ДНЕВНИК. 1913 год октября
Как часто говорю я: суета и пустое,— но жизнь по ту сторону мира для меня закрыта. Я еще слишком тщеславно люблю все, что вокруг, и Бог для меня скрыт. Я знаю время, в которое живу, и себя в этом времени.
А жить в Боге значит совсем по-другому жить, так, как никто из живущих миром и не знает. Если перейти порог, отделяющий человека от жизни в Господе, сразу другим все станет, и ничего не будет странным из того, что теперь кажется таким.
У Бога нет противоречий и нелепостей, только помнить надо, что у Него нет Будущего и нет Прошлого. У Него нет ни добра, ни зла, ни гордости, ни смирения, сознание только Вечности и Веры.
Господи, не теперь (а почему не теперь?), но Ты приведешь меня в Свет Твой, в Мир Твой, в Правду Вечности Твоей! Я ничего не делаю, чтобы быть с Тобою. Но я верю, что Ты хочешь, чтобы я был с Тобою.
А.В.КОРСАКОВА - Н.Н. ЛУНИНУ октября 1913 года. Шлесйхейм
Дорогой друг Юкс, благодарю Вас за письмо и за вырезку. Впрочем, об этом сейчас не хочется. Лучше об Вас и об Ваших настроениях. Если бы я была в данный момент на три года моложе, как во время нашей гельсингфорской переписки, я нашла бы много свежих и бодрых слов и чувств. Иногда они вдыхали и в Вас часть той жизненной веры и радости, которой я была тогда полна. Что же отвечать Вам теперь? Молчаливое рукопожатие было бы, пожалуй, самое верное для моего теперешнего настроения, да еще улыбка уже умирающего сожаления об ушедшей, умершей юности и свежести. От прежней Юкси немного осталось. Впрочем, может быть, так всегда бывает с теми, кто не хочет «с закрытыми глазами быть счастливым». Помните, как мы говорили: «Мир светел?» и отвечали: «Любовью».- Светел ли он? Друг, скажите! - И сколько, сколько любви надо иметь, чтобы, и познав, находить его светлым. Да и при всей любви кто сможет быть больше, чем только Дон Кихотом? - Я в прошлом еще году перечитала этот роман и, право, готова была преклониться перед образом этого идеалиста. А теперь все обдумываю форму, в какую можно было бы вылить мое представление о нем. Думаю, что сделаю себе экслибрис с его изображением.

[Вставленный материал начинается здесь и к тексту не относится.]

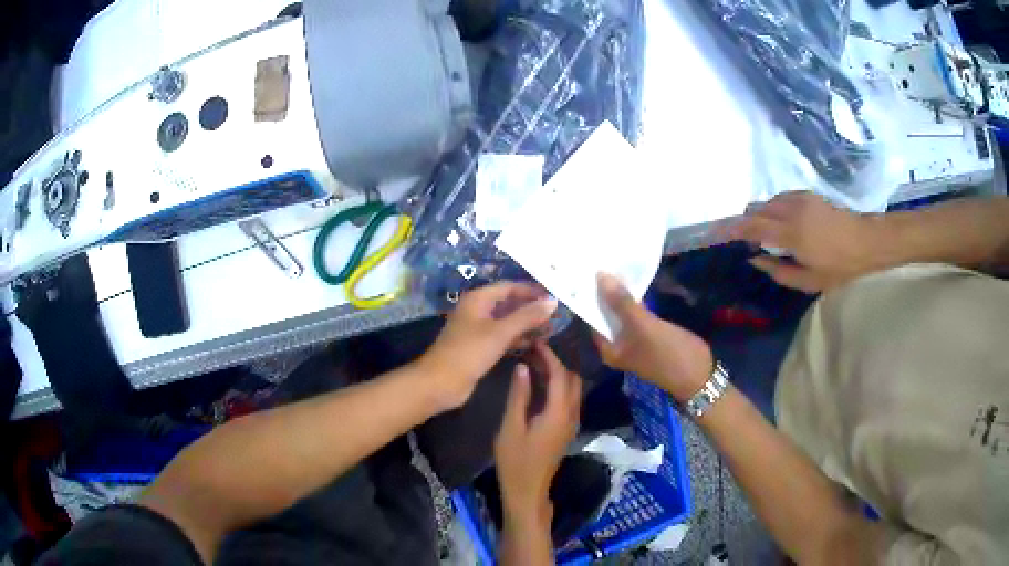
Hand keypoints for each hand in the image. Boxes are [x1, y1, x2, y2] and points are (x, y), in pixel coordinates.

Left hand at [418, 282, 557, 409]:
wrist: (440, 382)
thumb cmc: (469, 352)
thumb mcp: (500, 332)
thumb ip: (527, 316)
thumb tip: (552, 301)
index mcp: (478, 299)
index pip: (509, 287)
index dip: (531, 290)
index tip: (553, 297)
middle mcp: (477, 310)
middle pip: (508, 303)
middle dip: (531, 308)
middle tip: (556, 314)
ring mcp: (477, 329)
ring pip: (506, 321)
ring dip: (526, 324)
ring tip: (551, 328)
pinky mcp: (479, 347)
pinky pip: (502, 337)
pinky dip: (517, 338)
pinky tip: (535, 343)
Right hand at [494, 342, 581, 522]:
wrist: (527, 490)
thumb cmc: (515, 460)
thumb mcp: (511, 427)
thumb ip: (519, 395)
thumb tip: (524, 366)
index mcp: (558, 412)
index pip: (560, 375)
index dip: (550, 356)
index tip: (536, 341)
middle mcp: (571, 414)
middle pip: (572, 379)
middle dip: (557, 362)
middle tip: (534, 351)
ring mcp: (571, 423)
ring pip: (572, 389)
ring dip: (558, 374)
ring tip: (534, 363)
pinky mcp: (566, 429)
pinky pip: (568, 399)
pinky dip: (558, 387)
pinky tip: (538, 384)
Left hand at [594, 273, 712, 401]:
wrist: (699, 374)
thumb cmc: (667, 353)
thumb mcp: (643, 326)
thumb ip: (621, 303)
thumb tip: (599, 276)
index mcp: (609, 349)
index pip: (592, 317)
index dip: (591, 295)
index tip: (589, 269)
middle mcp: (618, 345)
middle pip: (607, 315)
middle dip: (607, 292)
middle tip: (602, 261)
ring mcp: (636, 340)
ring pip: (623, 313)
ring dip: (622, 294)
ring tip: (615, 265)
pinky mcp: (651, 334)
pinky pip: (638, 314)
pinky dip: (636, 300)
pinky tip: (635, 280)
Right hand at [727, 191, 877, 292]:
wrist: (865, 241)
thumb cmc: (839, 267)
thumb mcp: (808, 281)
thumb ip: (778, 271)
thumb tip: (754, 259)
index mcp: (791, 233)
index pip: (752, 226)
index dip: (732, 228)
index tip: (716, 232)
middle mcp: (790, 209)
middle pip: (755, 209)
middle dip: (745, 222)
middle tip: (744, 241)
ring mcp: (798, 198)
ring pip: (767, 202)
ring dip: (760, 216)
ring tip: (765, 234)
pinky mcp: (806, 194)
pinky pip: (780, 199)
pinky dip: (773, 209)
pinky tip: (782, 224)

Когда-то и я, полная надежд и идеалов, пыталась бороться с великанами на благо человечеству. Мои бока болят еще и теперь от тех ударов, которые я получала. И, как и он, в конце концов пришла к выводу, что ничего сказочного на свете нет, и дико принимать мельницу за великана.
Трезв и холоден свет, единственное это искусство. И это все, что остается для нас. Вы познали и прозрели много раньше меня. Во многом Вы были старше меня, хотя и моложе. Тогда Вы были мне часто так непонятны. Помните, какие титанические усилия я прилагала, чтобы постичь Вас?! — Господи, только вспомнить! И как это было прекрасно и как я теперь уже не способна кем-нибудь так «увлечься».
Вот что грустно, так это утрата Ваших писем, стихов в прозе, как Вы их называете. Я Вам за них всегда, всю жизнь буду благодарна. Они мне много дали и во многом помогли. Жутко мне, что Вы теперь среди людей, о которых пишете. Стены, нелепо, неумно, ни одного слова искреннего. Юкс, милый друг, берегите свою душу от лукавого, пусть она, познав все, остается чистой и честной. Юксинька, не забывайте Пушкина. Ведь Вы же художник. Вы дитя Духа Святого. Мне что-то страшно. Думайте о России, о том ужасе, какой в ней царит. Недавно папа прислал мне целый пакет газет. Как живут, как умирают у нас! — Ах, уехала бы я домой, сколько работы, сколько сил надо. Но я связана. Да крадется холодная, ясная мысль: почему и что ты можешь сделать?! Напишите мне, что теперь у нас. есть ли свежие силы еще.
Друг, соберитесь с духом и напишите мне. Как всегда, Ваша Юкси.
ДНЕВНИК. 1913 год 1 ноября
«Знаю твои дела; ты ни холоден, ни горяч; о, если бы ты был холоден или горяч!» Откровение Иоанна. 3.15.